* _Task inputs_
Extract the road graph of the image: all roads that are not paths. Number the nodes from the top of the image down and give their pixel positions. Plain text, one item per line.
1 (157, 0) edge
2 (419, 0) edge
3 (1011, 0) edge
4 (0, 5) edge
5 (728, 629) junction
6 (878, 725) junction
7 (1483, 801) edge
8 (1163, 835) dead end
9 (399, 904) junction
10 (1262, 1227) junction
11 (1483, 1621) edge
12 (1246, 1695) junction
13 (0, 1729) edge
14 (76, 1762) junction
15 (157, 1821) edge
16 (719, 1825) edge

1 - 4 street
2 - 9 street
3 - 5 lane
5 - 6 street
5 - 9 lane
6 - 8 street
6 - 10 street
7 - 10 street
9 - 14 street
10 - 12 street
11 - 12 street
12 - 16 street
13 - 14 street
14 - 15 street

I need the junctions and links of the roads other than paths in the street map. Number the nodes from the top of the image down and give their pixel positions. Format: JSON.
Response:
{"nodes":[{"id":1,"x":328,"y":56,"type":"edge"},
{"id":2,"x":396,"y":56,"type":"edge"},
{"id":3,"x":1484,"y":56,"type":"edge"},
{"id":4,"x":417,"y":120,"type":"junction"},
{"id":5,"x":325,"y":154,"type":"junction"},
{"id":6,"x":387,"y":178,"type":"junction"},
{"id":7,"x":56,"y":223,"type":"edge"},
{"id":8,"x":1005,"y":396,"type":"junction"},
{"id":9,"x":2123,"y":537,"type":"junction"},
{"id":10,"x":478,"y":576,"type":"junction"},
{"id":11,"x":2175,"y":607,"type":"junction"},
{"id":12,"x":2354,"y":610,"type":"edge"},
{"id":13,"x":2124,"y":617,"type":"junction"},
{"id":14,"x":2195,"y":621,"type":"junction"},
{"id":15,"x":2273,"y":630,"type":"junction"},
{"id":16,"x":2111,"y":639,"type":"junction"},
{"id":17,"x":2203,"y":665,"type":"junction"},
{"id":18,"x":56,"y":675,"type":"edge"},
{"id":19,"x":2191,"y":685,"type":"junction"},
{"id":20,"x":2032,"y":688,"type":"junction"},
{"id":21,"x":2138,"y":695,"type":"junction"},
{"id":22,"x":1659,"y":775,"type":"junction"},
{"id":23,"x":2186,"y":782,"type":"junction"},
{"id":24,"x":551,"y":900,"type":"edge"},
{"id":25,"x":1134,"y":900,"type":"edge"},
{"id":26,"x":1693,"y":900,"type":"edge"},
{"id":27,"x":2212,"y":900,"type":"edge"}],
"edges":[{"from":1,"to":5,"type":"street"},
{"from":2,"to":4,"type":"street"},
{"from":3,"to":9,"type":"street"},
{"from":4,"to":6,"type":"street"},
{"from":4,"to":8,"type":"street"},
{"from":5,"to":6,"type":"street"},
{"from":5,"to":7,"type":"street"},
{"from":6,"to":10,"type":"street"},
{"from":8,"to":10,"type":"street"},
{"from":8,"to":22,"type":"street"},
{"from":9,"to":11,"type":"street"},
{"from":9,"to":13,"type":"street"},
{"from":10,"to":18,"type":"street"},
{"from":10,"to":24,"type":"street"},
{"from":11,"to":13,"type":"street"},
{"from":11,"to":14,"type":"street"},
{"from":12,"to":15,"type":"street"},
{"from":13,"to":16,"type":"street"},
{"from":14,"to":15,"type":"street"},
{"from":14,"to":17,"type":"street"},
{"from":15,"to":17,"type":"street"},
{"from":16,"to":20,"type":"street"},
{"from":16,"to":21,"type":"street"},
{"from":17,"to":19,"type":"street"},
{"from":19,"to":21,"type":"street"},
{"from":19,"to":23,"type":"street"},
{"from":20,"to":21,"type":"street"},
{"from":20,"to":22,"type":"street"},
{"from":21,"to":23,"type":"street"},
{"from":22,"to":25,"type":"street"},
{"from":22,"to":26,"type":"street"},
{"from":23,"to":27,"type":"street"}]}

* _What the task asks_
Some lines of the listing may include the string "down". Tally them and report only the total.

* _Response below_
2